Aller au contenu principal

Configurez votre service d’application avec l’API de gestion Logto

Utilisez l’API de gestion (Management API) Logto pour créer des flux d’organisation personnalisés dans votre application. Voici les étapes de base pour intégrer l’API de gestion. Si vous êtes déjà familier, vous pouvez passer directement au tutoriel.

Une fois que vous maîtrisez la configuration, vous pouvez explorer d’autres API pour adapter le reste des flux à vos besoins métier.

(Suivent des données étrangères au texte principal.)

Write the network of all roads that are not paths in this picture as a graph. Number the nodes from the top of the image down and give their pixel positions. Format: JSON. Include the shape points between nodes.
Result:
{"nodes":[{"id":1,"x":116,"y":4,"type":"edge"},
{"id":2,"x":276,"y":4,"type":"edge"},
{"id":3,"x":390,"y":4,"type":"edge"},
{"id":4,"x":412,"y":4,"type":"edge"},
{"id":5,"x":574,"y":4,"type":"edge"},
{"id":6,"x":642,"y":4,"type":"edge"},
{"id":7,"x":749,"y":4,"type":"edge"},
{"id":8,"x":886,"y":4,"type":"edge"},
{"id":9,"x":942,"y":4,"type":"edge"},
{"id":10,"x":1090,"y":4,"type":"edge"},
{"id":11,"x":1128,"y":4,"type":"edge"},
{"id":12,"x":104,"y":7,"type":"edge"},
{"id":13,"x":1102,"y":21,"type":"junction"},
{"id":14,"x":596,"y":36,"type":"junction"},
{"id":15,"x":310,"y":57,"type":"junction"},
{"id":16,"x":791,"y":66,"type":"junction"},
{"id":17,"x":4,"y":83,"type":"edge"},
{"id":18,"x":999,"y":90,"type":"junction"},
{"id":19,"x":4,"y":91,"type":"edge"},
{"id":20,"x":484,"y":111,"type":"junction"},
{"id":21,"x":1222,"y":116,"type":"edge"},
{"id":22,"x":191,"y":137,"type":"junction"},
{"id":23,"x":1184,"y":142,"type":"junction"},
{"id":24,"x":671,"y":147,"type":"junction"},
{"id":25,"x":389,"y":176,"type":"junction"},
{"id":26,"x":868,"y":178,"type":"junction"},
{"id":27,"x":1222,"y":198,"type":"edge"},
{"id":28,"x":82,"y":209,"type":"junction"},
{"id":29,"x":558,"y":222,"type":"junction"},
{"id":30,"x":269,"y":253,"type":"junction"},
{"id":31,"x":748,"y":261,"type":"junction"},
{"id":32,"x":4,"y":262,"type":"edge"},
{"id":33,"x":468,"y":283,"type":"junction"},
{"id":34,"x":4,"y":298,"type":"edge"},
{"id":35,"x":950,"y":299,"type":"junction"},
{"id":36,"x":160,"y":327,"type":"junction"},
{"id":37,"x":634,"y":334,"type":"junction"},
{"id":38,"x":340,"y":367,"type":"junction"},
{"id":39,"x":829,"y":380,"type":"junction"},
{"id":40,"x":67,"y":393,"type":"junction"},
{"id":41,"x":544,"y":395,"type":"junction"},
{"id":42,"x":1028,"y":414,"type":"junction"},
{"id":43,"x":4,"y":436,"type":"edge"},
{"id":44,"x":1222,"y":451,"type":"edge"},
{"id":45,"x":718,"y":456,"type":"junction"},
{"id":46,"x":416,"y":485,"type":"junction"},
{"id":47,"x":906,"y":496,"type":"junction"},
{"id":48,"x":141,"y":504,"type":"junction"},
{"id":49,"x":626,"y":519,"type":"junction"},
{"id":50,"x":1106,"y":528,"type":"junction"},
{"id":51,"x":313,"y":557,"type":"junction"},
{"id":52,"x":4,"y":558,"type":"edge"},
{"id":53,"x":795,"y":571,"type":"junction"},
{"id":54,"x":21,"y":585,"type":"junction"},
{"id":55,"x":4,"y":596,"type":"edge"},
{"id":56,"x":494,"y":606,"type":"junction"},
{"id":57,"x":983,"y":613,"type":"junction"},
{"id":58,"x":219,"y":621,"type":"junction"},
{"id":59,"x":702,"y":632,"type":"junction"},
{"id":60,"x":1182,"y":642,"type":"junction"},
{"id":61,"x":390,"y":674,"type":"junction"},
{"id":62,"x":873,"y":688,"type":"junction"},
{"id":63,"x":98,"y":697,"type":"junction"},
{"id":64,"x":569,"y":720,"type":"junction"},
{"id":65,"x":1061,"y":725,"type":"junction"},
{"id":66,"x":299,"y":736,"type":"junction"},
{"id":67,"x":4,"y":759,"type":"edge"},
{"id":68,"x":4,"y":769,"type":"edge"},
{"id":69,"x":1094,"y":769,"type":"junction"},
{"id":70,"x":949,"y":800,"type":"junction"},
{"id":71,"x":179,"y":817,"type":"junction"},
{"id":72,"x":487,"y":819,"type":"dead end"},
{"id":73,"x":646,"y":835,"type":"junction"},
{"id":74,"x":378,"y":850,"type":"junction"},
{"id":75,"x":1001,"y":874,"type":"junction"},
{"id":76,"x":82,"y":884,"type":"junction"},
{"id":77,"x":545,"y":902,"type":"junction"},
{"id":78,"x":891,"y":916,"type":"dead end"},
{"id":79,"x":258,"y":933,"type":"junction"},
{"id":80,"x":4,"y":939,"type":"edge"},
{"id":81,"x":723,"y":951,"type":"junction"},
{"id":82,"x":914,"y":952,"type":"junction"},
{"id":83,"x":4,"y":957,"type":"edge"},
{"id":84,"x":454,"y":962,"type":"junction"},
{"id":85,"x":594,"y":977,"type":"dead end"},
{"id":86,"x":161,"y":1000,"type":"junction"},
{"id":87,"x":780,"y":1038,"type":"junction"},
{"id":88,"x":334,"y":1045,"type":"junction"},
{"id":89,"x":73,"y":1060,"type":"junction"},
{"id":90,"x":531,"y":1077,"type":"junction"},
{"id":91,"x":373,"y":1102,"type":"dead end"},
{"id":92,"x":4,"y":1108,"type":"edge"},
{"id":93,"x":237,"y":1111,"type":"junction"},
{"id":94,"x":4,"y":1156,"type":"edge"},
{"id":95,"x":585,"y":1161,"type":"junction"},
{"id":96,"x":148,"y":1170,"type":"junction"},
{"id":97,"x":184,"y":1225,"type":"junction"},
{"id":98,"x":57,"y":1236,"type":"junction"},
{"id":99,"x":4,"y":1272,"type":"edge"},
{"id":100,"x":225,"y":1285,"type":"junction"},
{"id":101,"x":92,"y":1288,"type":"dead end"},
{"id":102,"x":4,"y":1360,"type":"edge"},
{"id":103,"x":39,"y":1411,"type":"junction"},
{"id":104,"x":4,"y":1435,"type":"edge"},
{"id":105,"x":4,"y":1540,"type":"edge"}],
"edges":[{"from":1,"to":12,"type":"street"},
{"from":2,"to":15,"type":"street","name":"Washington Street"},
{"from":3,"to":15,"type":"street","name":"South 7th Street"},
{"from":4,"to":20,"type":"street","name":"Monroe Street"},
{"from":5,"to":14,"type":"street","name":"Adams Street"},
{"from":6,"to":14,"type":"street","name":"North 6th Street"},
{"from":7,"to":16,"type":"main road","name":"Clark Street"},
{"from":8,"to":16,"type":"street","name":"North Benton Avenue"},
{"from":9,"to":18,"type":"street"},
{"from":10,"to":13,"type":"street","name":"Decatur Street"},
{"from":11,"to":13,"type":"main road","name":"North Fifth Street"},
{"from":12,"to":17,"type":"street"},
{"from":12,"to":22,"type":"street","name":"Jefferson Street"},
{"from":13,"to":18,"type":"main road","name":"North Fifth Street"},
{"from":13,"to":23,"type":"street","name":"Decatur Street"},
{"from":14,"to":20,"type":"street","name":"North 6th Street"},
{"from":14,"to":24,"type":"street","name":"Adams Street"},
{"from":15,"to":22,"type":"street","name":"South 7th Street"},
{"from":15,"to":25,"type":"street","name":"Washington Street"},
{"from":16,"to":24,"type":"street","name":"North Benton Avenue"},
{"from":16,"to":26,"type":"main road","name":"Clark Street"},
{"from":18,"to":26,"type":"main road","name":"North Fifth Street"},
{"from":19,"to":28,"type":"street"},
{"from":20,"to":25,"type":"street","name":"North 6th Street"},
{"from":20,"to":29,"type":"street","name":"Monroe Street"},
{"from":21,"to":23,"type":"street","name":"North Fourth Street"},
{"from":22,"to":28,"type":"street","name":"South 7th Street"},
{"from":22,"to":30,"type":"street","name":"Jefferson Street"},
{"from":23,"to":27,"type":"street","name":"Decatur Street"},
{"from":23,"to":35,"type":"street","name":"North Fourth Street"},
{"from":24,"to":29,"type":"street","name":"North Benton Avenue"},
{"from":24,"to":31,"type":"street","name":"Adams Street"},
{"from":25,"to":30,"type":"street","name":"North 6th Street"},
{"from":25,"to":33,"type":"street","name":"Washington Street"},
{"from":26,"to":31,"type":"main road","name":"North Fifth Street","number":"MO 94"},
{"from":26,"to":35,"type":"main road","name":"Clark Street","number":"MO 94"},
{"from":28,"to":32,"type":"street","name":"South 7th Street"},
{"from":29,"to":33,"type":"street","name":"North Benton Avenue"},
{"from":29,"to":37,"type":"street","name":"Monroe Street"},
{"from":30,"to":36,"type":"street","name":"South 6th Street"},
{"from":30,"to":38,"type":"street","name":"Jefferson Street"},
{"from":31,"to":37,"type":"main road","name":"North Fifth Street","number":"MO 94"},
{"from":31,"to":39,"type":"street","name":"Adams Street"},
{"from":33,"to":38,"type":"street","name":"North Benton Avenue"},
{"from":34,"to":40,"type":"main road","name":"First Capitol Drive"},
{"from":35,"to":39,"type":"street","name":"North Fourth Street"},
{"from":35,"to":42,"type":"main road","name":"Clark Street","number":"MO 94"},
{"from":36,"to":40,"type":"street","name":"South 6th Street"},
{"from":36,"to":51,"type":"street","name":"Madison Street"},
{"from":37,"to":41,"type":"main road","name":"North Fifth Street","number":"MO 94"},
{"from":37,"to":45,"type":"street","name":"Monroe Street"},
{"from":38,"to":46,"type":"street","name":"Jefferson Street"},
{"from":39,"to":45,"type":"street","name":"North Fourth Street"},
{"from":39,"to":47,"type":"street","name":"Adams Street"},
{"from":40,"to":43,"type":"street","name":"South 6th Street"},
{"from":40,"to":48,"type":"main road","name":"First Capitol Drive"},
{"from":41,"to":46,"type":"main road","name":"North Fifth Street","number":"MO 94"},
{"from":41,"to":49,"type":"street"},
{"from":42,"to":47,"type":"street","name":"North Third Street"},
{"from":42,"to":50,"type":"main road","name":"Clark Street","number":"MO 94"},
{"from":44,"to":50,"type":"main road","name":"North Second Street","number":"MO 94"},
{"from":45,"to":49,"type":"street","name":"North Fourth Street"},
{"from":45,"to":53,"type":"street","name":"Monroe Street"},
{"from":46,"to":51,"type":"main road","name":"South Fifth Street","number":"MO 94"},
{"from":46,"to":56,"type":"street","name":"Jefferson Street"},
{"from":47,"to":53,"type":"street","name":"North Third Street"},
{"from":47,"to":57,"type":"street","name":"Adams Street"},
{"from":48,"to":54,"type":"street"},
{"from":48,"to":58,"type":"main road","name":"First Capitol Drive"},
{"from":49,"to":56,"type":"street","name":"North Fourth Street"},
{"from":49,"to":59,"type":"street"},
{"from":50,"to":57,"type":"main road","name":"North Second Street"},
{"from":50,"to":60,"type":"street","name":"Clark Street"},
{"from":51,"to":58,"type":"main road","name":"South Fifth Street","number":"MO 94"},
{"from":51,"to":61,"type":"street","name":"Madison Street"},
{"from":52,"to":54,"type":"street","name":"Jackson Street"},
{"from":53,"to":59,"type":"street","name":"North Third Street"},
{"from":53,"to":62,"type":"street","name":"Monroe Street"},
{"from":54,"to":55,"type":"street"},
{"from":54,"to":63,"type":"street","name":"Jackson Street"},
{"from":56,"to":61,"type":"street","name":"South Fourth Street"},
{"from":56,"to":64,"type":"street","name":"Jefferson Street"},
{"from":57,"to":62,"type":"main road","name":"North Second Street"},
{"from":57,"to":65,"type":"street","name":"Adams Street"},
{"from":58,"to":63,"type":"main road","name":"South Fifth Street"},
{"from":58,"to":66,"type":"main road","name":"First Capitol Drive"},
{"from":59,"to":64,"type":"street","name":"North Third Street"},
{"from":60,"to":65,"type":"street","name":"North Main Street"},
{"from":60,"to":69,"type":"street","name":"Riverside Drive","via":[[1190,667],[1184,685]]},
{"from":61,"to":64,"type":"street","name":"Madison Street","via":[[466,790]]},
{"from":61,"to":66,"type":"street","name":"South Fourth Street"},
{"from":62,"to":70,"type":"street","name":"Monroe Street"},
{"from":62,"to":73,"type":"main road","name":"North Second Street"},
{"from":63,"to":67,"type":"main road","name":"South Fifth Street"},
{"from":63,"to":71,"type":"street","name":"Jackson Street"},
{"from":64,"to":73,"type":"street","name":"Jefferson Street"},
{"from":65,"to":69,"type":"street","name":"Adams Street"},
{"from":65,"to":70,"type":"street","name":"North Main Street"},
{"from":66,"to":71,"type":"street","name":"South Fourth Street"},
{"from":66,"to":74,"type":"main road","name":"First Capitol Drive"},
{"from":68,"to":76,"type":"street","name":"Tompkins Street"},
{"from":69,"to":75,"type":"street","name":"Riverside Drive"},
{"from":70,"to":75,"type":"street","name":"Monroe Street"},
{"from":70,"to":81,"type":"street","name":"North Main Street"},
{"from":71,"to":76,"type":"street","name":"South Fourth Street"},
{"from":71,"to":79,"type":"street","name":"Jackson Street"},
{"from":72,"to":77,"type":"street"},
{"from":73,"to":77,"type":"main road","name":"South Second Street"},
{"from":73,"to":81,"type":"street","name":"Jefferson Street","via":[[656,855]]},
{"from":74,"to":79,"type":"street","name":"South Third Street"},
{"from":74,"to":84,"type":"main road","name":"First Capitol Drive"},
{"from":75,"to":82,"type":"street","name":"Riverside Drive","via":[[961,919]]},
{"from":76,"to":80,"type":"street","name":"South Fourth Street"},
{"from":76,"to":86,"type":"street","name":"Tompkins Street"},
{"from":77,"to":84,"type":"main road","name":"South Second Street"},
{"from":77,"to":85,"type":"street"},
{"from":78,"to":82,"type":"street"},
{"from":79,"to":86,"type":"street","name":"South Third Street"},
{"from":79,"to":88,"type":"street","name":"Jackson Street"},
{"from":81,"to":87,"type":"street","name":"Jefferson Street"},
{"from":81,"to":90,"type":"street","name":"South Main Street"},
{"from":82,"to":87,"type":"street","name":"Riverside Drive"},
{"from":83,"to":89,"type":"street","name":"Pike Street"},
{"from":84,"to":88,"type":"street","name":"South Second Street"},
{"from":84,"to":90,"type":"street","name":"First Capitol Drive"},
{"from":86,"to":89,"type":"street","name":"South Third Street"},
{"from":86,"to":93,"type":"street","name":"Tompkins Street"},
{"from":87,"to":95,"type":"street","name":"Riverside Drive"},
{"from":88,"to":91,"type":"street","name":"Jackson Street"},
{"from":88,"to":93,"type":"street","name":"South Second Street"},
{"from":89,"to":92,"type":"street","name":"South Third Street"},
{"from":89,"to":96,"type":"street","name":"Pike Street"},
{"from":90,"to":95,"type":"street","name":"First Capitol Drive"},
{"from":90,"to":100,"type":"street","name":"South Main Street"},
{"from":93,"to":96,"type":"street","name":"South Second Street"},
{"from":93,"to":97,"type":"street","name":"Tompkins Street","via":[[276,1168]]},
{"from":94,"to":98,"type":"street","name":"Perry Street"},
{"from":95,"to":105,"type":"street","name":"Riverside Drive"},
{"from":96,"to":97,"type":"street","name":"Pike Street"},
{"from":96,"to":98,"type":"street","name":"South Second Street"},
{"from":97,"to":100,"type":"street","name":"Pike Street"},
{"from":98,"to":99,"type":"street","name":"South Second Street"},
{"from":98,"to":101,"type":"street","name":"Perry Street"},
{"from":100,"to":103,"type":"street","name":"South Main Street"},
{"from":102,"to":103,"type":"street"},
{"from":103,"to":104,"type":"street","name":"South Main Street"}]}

Établir une connexion machine à machine

Logto utilise l’authentification machine à machine (M2M) pour connecter en toute sécurité votre service backend au point de terminaison de l’API de gestion Logto. Votre service backend peut alors utiliser l’API de gestion pour gérer les tâches liées aux organisations telles que créer des organisations, ajouter ou supprimer des membres, et plus encore.

Cela implique :

  1. Créer une application Machine à Machine (M2M) dans la console Logto.
Détails de l’application M2M
  1. Obtenir un jeton d’accès M2M depuis Logto. En savoir plus.
  2. Appeler les API de gestion Logto depuis votre service backend. Par exemple, lister toutes les organisations :
curl \
 -X GET https://[tenant_id].logto.app/api/organizations \
 -H "Authorization: Bearer $M2M_ACCESS_TOKEN" \
 -H "Content-Type: application/json"

Protégez votre serveur d’application

Parce que les utilisateurs finaux peuvent effectuer certaines opérations d’organisation en libre-service, ajoutez une couche d’autorisation entre l’utilisateur final et votre serveur d’application. Le serveur doit intercepter chaque requête, valider le jeton d’organisation de l’utilisateur et les portées requises, puis seulement utiliser un identifiant M2M détenu côté serveur pour invoquer l’API de gestion.

Lorsqu’un utilisateur présente un jeton d’organisation pour demander une action (par exemple, créer une organisation), le serveur valide d’abord les portées dans le jeton. Si le jeton inclut la portée nécessaire, telle que org:create, autorisez la requête et appelez l’API de gestion Logto via le flux M2M pour créer l’organisation.

Si le jeton ne contient pas les portées requises, retournez un 403 Forbidden et ignorez la logique M2M. Cela garantit que les utilisateurs sans les privilèges appropriés ne peuvent pas créer d’organisations.

Voici des schémas courants d’autorisation.

Utilisation des permissions d’organisation

Tout d’abord, assurez-vous d’avoir défini les permissions et rôles d’organisation dans votre modèle d’organisation dans la section précédente.

Ensuite, assurez-vous que UserScope.Organizations (valeur : urn:logto:organization) est inclus dans la configuration Logto. Prenons l’exemple du SDK React :

// src/App.js
import { UserScope } from '@logto/react';

const config = {
  endpoint: 'https://<tenant-id>.logto.app/', // Votre point de terminaison Logto
  appId: '40fmibayagoo00lj26coc', // L’identifiant de votre application
  resources: [
    'https://my.company.com/api', // L’identifiant global de votre ressource API
  ],
  scopes: [
    UserScope.Email,
    UserScope.Phone,
    UserScope.CustomData,
    UserScope.Identities,
    UserScope.Organizations, // Demander un jeton d’organisation
  ],
};

Cela garantit que lors de l’appel à getOrganizationToken(organizationId), le SDK client demande un jeton d’organisation contenant les permissions d’organisation attribuées à l’utilisateur. Votre service backend peut alors valider le jeton et autoriser les requêtes suivantes en fonction de ces permissions.

Pour plus de détails sur la protection des permissions au niveau organisation (hors API), consultez le guide complet.

Combiner permissions au niveau organisation et permissions au niveau API

Cela s’applique lorsque vos ressources API et permissions sont enregistrées globalement, mais que les rôles sont définis au niveau de l’organisation (vous pouvez attribuer des permissions au niveau API aux rôles d’organisation dans le modèle d’organisation).

La mise en œuvre est la même que dans la section précédente. Fournissez toujours l’identifiant de l’organisation et appelez getOrganizationToken(organizationId) pour obtenir un jeton d’organisation ; sinon, les permissions d’organisation ne seront pas incluses.

Pour plus de détails sur la protection des permissions API au niveau organisation, consultez le guide complet.